## [Task objective]
In the records below, find the line containing "width:25px; border:1px solid" and the line containing "position:absolute; left:10px; top:789px;"; please repeat exactly the lines from one to the other, both included, and nothing more.

## [Extracted entries]
-- Opening Marker --
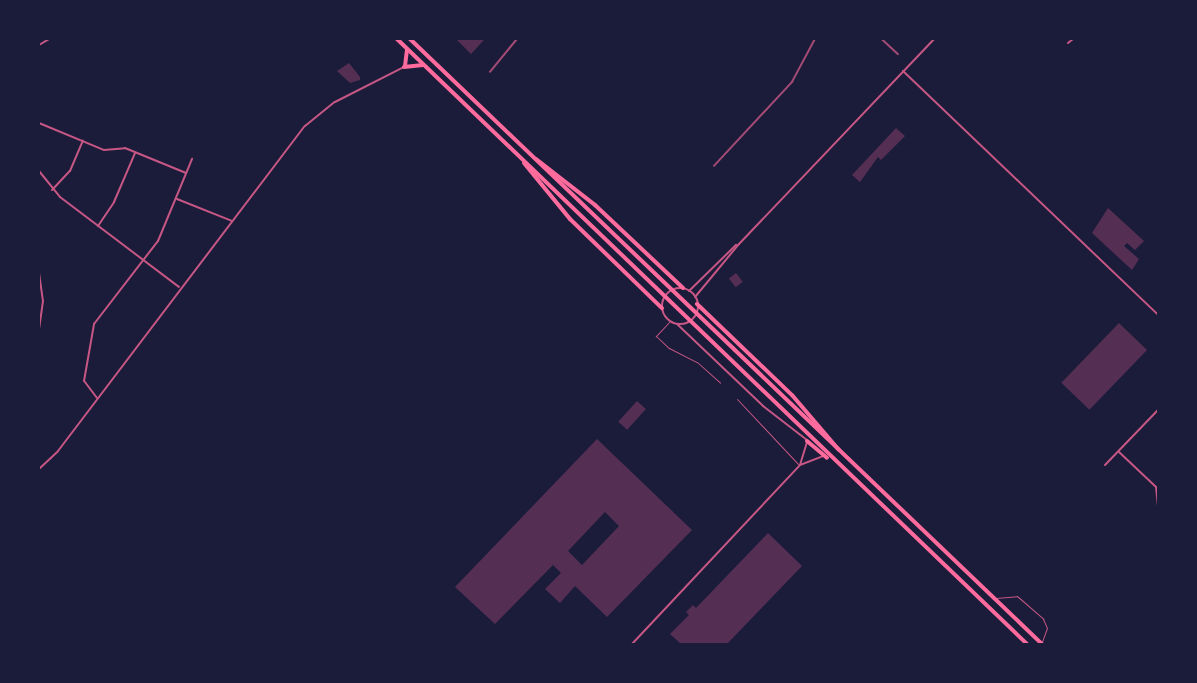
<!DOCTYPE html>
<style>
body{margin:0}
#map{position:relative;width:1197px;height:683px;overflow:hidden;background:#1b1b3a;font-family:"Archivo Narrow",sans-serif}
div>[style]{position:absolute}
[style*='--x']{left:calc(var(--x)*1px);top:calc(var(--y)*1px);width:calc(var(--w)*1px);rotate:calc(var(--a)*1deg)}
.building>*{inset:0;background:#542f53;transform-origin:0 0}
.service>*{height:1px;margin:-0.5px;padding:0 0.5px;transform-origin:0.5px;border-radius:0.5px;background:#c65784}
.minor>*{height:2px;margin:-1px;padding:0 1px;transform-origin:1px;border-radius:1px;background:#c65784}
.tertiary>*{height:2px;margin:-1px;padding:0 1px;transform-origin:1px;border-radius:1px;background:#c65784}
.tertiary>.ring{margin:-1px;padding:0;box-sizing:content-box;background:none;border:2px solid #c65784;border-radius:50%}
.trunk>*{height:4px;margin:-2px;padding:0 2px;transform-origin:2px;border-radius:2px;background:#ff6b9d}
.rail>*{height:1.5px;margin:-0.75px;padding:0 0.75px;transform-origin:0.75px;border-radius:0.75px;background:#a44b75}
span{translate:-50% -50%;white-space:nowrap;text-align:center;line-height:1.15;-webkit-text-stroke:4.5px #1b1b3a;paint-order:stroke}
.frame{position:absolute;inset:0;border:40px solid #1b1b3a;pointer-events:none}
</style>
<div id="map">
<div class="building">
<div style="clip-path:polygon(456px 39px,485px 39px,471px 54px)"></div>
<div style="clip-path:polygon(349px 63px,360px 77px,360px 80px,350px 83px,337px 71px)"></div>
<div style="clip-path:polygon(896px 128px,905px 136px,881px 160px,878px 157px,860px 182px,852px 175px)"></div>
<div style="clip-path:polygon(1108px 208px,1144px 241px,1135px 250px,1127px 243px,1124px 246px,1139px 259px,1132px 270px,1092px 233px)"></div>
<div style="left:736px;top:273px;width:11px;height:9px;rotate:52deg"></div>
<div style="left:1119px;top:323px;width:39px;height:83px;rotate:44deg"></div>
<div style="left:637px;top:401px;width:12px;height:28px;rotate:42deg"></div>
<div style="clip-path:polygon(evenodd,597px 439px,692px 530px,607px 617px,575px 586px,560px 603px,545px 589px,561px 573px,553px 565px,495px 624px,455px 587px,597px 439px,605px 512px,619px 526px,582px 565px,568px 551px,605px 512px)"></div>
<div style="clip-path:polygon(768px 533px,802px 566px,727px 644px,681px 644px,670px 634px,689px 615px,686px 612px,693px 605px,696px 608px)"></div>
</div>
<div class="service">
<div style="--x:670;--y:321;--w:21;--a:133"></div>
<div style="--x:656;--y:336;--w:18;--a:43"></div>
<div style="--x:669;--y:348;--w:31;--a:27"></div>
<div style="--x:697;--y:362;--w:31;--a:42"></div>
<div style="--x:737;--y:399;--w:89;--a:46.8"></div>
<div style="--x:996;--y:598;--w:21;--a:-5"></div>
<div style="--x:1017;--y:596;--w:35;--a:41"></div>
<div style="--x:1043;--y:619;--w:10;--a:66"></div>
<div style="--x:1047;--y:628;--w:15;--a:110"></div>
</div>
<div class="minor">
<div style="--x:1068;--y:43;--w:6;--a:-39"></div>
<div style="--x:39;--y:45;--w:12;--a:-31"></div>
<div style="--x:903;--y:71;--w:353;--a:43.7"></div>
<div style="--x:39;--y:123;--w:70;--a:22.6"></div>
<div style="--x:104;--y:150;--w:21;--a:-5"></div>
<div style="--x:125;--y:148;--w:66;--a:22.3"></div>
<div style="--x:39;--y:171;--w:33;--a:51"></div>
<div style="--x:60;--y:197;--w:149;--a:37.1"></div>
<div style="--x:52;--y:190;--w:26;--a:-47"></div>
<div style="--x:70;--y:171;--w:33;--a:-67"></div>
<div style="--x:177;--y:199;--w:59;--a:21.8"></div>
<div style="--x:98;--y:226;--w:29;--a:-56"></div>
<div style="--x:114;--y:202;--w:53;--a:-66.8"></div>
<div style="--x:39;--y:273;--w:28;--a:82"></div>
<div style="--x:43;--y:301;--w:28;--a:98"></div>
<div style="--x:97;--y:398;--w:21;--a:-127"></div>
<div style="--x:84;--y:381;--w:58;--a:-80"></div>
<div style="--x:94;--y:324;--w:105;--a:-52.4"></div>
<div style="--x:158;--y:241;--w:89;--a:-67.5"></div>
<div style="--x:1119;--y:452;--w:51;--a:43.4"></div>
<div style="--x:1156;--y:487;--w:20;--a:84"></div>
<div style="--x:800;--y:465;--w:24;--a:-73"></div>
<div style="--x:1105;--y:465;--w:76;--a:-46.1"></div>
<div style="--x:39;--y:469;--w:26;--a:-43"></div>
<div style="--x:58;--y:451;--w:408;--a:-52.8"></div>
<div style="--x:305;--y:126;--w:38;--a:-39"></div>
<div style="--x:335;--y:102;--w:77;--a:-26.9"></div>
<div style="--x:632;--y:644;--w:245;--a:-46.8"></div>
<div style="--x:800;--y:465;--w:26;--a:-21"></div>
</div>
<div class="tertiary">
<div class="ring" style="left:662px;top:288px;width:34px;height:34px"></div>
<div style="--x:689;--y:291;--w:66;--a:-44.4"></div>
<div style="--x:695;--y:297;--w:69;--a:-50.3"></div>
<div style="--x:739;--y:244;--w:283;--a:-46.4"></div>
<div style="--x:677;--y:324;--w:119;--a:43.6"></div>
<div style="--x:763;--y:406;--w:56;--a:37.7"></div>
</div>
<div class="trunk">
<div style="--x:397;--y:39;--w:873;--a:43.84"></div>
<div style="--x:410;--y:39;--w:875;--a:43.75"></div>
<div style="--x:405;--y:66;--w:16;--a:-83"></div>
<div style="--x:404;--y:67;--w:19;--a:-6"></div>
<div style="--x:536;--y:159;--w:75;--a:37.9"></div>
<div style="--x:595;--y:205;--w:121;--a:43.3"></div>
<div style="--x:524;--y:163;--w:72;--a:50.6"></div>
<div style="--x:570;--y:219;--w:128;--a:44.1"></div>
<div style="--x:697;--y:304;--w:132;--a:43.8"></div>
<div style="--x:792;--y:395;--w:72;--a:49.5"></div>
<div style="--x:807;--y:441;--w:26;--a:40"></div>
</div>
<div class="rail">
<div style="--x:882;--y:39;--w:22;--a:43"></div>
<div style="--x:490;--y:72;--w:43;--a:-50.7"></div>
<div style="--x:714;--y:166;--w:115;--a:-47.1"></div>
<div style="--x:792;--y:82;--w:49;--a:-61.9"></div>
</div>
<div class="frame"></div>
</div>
-- Closing Marker --
-- Opening Marker --
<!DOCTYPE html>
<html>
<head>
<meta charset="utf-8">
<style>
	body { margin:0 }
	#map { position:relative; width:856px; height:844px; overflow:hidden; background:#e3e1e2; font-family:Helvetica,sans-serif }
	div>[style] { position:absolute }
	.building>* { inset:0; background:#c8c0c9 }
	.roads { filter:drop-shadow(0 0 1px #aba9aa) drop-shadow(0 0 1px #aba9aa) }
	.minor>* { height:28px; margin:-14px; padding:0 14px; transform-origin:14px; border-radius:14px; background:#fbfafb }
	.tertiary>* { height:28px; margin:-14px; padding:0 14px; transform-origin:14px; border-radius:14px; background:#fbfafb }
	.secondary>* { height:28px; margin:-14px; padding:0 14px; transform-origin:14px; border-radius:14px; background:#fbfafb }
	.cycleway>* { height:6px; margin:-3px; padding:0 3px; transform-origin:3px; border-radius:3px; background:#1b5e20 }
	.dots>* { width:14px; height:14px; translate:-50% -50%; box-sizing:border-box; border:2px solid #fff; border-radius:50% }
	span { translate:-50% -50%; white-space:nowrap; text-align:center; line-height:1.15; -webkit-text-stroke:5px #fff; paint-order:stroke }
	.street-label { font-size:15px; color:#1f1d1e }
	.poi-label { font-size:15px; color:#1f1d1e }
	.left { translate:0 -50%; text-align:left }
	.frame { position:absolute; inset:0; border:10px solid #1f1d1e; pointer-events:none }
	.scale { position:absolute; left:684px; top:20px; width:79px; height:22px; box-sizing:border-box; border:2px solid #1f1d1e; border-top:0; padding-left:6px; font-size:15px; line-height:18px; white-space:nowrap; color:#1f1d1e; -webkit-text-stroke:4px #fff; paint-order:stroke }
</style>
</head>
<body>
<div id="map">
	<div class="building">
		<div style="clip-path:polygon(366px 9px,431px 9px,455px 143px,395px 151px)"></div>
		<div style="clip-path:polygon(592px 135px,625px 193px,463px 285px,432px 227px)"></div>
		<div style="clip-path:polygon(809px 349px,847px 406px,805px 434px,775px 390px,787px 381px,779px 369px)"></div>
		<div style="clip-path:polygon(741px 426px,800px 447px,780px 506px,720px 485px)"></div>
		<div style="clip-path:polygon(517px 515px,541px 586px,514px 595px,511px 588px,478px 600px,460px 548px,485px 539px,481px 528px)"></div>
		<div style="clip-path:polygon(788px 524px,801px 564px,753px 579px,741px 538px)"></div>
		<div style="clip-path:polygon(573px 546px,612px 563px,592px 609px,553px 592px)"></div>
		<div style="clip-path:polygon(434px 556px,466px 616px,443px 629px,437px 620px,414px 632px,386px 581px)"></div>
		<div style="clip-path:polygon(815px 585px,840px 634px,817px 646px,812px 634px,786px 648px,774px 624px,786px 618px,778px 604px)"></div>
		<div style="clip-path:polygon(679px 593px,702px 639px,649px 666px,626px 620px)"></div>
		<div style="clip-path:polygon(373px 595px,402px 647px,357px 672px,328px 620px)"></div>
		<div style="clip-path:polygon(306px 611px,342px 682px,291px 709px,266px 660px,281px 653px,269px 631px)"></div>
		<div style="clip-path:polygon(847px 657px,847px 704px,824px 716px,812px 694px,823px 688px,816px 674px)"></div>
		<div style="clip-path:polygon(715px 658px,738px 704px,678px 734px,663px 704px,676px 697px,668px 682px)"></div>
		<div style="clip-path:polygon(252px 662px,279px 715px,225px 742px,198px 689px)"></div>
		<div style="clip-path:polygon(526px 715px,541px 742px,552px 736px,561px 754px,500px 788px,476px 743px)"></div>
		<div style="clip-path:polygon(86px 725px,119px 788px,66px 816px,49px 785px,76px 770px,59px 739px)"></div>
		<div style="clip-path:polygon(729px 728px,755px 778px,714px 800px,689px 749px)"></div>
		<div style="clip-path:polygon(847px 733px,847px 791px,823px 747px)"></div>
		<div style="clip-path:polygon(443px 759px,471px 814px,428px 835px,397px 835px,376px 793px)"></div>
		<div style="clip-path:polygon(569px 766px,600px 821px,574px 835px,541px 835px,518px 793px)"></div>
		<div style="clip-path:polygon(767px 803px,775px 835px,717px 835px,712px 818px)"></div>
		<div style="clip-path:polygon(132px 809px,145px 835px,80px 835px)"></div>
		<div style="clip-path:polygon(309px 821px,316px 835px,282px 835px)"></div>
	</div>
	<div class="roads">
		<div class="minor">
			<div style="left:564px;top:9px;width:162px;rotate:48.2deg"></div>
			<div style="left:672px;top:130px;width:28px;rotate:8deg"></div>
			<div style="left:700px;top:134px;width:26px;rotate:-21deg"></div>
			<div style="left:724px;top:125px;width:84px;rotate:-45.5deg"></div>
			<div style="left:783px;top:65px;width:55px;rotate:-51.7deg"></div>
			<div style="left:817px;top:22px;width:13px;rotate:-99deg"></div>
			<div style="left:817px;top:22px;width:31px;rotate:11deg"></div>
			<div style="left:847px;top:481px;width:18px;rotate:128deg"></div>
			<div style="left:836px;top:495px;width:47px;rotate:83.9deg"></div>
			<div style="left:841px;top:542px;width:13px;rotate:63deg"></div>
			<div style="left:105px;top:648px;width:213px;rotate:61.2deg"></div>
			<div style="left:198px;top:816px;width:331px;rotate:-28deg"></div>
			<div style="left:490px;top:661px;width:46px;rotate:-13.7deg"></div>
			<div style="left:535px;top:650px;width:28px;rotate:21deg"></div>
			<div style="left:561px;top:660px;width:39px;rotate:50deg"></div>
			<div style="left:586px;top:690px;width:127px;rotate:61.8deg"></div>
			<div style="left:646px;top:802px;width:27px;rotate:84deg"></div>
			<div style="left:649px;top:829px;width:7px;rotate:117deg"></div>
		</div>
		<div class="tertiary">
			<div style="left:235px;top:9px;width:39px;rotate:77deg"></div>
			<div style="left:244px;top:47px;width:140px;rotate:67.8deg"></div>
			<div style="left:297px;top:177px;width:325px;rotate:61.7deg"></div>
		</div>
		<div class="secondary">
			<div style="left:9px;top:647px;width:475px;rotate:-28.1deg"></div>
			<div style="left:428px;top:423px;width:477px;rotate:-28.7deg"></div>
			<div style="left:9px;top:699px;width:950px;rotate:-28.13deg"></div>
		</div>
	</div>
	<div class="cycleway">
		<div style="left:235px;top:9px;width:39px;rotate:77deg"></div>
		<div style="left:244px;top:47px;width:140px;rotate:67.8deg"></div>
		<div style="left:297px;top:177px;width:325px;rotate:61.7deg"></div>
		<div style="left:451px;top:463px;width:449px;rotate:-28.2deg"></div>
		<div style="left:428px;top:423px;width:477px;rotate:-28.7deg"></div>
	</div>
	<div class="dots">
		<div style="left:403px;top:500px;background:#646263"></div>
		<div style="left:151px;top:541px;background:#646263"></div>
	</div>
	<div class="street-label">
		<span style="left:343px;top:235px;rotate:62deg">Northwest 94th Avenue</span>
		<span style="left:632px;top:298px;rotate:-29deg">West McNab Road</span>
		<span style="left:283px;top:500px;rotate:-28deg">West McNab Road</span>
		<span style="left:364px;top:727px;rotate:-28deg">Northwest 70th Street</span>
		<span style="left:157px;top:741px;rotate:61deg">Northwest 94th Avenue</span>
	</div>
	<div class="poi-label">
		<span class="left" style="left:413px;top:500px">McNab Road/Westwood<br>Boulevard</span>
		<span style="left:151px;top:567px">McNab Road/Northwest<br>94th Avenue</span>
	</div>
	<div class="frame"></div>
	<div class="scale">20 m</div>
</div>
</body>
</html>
-- Closing Marker --
-- Opening Marker --
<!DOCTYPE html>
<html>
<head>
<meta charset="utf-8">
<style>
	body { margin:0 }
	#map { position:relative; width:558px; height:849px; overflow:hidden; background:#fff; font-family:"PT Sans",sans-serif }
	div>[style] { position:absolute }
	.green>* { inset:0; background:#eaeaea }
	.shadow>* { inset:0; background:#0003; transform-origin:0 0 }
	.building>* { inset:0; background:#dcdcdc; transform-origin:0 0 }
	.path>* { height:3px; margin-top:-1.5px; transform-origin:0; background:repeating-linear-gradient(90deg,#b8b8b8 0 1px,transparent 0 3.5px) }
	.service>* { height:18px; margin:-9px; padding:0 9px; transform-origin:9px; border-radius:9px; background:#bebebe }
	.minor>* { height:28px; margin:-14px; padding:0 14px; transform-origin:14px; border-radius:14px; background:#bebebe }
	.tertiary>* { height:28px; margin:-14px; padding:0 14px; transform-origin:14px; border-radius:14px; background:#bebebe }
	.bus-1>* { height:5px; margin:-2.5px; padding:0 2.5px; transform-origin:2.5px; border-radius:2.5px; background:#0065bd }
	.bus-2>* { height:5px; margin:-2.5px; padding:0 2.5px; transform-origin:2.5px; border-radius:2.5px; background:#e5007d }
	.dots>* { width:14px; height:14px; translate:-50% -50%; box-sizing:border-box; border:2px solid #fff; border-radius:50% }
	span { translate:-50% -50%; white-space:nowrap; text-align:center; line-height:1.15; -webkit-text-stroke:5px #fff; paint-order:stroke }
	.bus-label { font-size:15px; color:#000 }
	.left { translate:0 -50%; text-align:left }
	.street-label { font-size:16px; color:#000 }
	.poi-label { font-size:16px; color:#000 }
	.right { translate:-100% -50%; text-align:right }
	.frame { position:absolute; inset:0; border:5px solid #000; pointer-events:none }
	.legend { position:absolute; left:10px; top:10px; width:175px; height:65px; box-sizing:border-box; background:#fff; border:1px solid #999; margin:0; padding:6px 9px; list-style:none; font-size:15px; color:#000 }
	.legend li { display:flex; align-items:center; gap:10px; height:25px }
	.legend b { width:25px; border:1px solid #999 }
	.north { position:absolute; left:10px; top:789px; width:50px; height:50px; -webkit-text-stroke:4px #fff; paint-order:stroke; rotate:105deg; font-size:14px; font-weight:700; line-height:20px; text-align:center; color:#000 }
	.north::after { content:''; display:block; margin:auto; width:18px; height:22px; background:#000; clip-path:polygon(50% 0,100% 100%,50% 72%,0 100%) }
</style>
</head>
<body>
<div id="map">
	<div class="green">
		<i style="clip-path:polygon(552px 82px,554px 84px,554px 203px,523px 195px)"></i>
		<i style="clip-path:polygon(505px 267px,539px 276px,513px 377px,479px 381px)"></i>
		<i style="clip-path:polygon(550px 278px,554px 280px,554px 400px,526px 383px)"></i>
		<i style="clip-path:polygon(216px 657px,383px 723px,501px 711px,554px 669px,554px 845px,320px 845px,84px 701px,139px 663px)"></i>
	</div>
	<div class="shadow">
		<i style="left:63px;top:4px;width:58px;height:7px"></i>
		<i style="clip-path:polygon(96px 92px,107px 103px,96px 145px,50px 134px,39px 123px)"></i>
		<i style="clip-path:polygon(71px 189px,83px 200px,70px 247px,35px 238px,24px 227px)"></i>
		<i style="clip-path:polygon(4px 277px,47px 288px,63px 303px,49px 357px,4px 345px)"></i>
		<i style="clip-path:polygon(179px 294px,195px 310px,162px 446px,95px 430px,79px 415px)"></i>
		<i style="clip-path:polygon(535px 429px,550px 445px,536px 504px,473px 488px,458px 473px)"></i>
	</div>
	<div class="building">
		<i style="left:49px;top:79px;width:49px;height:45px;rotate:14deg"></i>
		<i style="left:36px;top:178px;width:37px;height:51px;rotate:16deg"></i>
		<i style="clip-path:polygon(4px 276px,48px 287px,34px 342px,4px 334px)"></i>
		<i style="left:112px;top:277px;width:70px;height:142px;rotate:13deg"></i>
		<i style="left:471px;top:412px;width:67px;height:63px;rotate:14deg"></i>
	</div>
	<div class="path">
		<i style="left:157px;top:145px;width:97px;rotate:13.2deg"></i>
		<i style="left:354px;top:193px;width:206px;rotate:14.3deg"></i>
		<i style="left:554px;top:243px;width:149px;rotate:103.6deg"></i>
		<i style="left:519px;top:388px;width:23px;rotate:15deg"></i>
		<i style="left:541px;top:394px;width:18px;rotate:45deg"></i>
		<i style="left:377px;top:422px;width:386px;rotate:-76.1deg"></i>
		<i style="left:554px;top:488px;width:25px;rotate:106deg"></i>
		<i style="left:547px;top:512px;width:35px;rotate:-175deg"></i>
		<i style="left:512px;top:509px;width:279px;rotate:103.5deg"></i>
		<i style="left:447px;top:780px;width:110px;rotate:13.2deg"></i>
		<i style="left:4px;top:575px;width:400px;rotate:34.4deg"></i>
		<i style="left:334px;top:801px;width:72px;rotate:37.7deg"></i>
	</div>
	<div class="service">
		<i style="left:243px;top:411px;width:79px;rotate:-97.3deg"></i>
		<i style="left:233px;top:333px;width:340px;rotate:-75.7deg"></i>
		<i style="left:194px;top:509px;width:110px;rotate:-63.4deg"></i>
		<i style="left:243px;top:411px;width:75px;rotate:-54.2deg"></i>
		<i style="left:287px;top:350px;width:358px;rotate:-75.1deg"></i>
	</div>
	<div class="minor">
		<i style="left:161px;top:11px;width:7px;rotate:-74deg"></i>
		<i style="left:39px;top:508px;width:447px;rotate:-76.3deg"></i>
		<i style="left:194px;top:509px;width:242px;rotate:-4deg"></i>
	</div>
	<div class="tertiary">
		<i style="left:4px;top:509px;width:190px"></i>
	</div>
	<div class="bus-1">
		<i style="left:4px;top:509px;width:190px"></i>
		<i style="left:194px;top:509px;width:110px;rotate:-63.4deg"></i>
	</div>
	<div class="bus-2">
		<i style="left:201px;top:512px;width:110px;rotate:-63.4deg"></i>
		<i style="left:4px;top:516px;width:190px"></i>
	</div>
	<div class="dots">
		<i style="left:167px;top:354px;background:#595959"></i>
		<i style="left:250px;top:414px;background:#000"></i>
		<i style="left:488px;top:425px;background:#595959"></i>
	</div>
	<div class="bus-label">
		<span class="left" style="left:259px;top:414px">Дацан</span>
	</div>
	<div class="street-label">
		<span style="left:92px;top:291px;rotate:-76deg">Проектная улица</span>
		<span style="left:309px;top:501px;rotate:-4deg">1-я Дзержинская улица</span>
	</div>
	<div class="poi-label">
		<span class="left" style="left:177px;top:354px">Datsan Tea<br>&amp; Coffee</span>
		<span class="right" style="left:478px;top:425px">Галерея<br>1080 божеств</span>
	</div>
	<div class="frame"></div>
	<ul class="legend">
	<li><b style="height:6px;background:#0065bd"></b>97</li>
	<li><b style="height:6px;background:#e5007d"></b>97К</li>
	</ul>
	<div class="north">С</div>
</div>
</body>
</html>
-- Closing Marker --
## [Problem solution]
	.legend b { width:25px; border:1px solid #999 }
	.north { position:absolute; left:10px; top:789px; width:50px; height:50px; -webkit-text-stroke:4px #fff; paint-order:stroke; rotate:105deg; font-size:14px; font-weight:700; line-height:20px; text-align:center; color:#000 }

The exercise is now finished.